* Keypoint text descriptions:
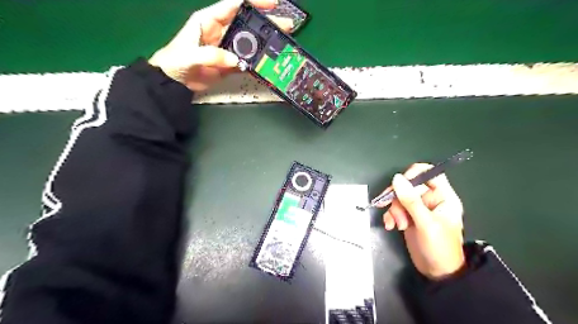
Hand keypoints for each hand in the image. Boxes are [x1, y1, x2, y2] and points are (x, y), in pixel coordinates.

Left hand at [148, 0, 293, 90]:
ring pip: (250, 43)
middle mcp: (221, 31)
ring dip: (265, 43)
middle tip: (286, 25)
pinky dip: (257, 62)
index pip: (234, 5)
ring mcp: (228, 48)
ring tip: (282, 44)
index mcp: (209, 20)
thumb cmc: (176, 61)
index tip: (272, 3)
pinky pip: (246, 61)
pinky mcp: (230, 63)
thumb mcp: (189, 55)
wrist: (174, 81)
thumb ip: (211, 55)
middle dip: (267, 23)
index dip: (253, 2)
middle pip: (248, 23)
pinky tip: (268, 62)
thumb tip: (236, 60)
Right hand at [380, 163, 463, 278]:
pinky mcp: (407, 217)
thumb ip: (411, 200)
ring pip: (399, 198)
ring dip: (394, 210)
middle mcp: (430, 200)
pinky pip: (394, 209)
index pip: (429, 173)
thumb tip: (397, 178)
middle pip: (408, 186)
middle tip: (396, 211)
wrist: (436, 272)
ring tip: (398, 224)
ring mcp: (417, 208)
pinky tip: (390, 225)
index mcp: (443, 196)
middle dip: (398, 198)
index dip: (414, 174)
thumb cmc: (439, 247)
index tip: (400, 183)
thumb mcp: (426, 223)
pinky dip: (390, 216)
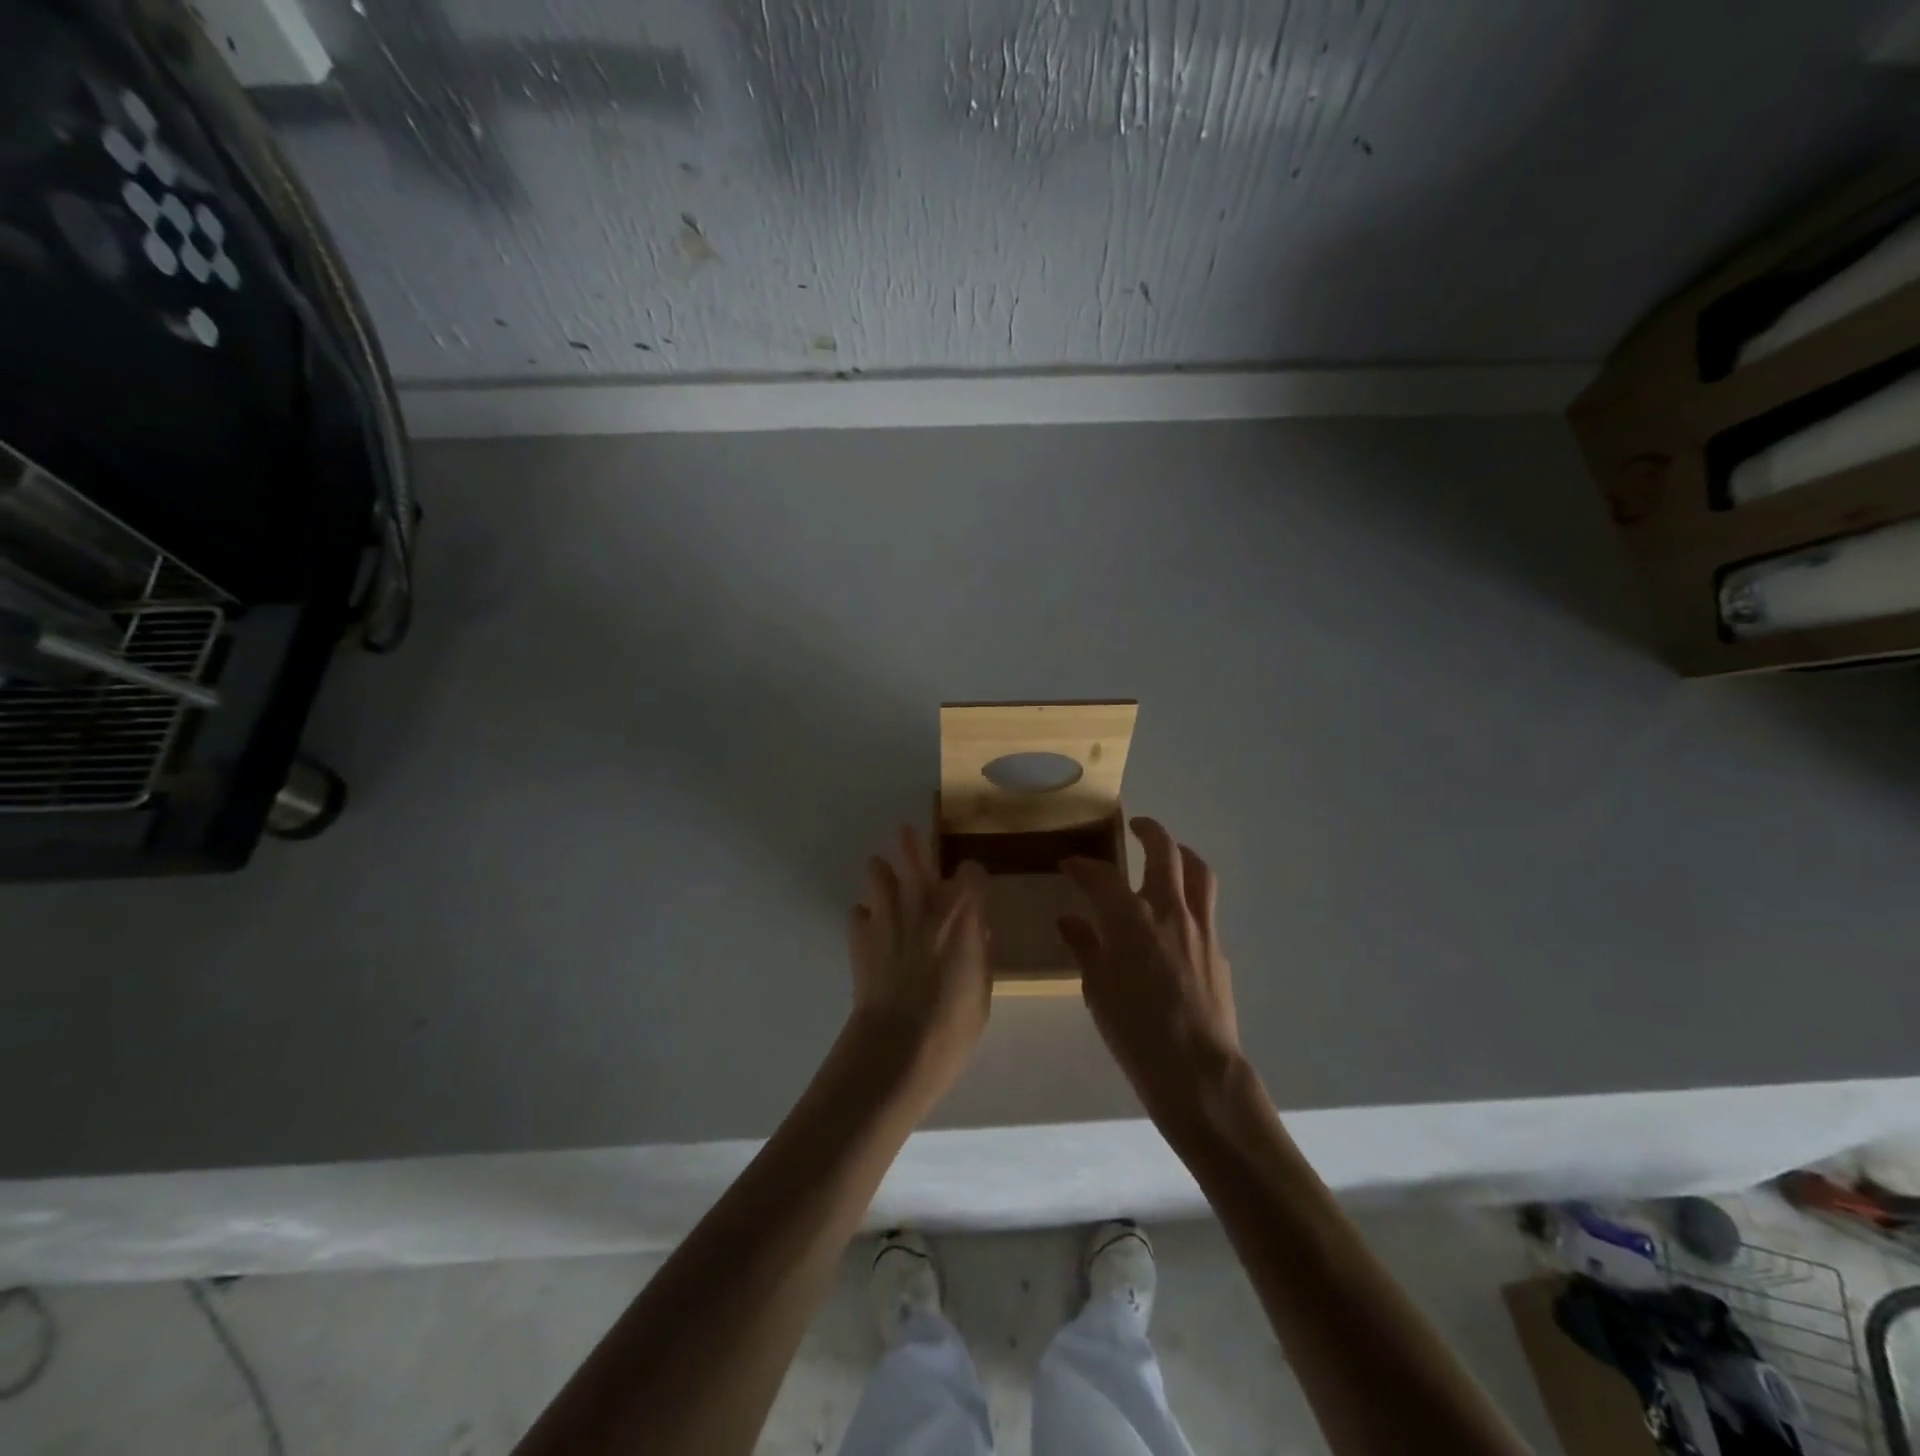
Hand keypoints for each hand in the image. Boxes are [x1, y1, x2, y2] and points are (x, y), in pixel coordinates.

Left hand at [846, 827, 991, 1107]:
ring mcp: (887, 913)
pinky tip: (871, 932)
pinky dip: (865, 917)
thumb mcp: (984, 986)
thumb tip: (977, 932)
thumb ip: (980, 950)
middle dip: (912, 842)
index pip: (971, 871)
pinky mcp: (858, 934)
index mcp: (962, 911)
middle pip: (914, 852)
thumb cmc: (954, 1022)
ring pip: (877, 871)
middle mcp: (923, 901)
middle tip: (907, 834)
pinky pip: (858, 912)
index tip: (972, 889)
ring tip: (885, 882)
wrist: (898, 1046)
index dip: (972, 878)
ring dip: (882, 874)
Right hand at [1060, 818, 1243, 1136]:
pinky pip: (1206, 905)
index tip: (1070, 864)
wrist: (1197, 1071)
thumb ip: (1085, 947)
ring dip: (1181, 852)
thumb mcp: (1097, 990)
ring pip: (1197, 870)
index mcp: (1130, 919)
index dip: (1082, 865)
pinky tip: (1178, 912)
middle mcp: (1168, 910)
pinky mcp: (1218, 947)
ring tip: (1169, 851)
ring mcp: (1200, 926)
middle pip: (1163, 851)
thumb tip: (1070, 921)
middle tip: (1135, 826)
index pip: (1101, 876)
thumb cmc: (1135, 1032)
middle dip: (1147, 831)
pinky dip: (1190, 893)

* Task to carry out: The answer should be the exact lines running from the line containing "ring dip: (1181, 852)" to the last line of the entries, with nothing else.

* Response:
ring dip: (1181, 852)
thumb mcp: (1097, 990)
ring pip: (1197, 870)
index mcp: (1130, 919)
index dip: (1082, 865)
pinky tip: (1178, 912)
middle mcp: (1168, 910)
pinky mcp: (1218, 947)
ring tip: (1169, 851)
ring mcp: (1200, 926)
middle pip: (1163, 851)
thumb tip: (1070, 921)
middle tip: (1135, 826)
index pip: (1101, 876)
thumb cmc: (1135, 1032)
middle dip: (1147, 831)
pinky dip: (1190, 893)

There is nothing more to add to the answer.